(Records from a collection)
· · ·

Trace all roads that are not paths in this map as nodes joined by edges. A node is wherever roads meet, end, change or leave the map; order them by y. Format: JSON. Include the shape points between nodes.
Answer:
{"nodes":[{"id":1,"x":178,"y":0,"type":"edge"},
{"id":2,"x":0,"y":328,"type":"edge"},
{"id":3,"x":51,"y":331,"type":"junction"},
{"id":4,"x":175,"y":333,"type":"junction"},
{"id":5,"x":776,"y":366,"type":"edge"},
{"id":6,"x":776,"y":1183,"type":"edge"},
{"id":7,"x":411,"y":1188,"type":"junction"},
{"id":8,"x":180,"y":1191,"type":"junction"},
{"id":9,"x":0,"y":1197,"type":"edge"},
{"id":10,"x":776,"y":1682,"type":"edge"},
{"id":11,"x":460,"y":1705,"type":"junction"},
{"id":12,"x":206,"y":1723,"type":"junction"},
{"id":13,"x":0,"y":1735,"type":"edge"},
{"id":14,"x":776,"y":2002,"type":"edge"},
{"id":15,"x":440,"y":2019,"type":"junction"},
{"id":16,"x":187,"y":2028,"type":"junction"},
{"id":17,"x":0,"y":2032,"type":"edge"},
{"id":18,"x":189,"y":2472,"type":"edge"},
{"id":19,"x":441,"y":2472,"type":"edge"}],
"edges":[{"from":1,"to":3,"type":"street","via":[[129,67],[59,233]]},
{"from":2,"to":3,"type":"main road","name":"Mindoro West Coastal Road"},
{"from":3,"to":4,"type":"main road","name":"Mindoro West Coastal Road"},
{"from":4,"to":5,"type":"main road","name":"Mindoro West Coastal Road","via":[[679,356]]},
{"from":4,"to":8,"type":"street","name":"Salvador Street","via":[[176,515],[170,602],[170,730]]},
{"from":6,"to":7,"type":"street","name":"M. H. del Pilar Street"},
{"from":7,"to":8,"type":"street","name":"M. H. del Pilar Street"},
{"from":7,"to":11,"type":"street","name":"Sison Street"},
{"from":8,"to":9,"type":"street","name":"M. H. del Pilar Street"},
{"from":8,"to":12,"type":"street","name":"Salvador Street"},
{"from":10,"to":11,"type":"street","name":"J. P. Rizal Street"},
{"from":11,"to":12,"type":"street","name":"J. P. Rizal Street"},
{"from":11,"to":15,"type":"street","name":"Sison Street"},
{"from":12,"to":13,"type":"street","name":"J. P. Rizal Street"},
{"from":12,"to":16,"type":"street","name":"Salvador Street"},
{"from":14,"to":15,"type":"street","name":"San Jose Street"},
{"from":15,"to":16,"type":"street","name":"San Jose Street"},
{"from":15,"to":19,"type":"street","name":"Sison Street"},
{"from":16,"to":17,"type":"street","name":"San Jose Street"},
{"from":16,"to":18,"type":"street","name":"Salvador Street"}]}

· · ·

◆ REQUIRED WORK: With "Coastal" as the string to match, show every line of the entries above that has it.

◆ SOLVED EXERCISE:
{"from":2,"to":3,"type":"main road","name":"Mindoro West Coastal Road"},
{"from":3,"to":4,"type":"main road","name":"Mindoro West Coastal Road"},
{"from":4,"to":5,"type":"main road","name":"Mindoro West Coastal Road","via":[[679,356]]},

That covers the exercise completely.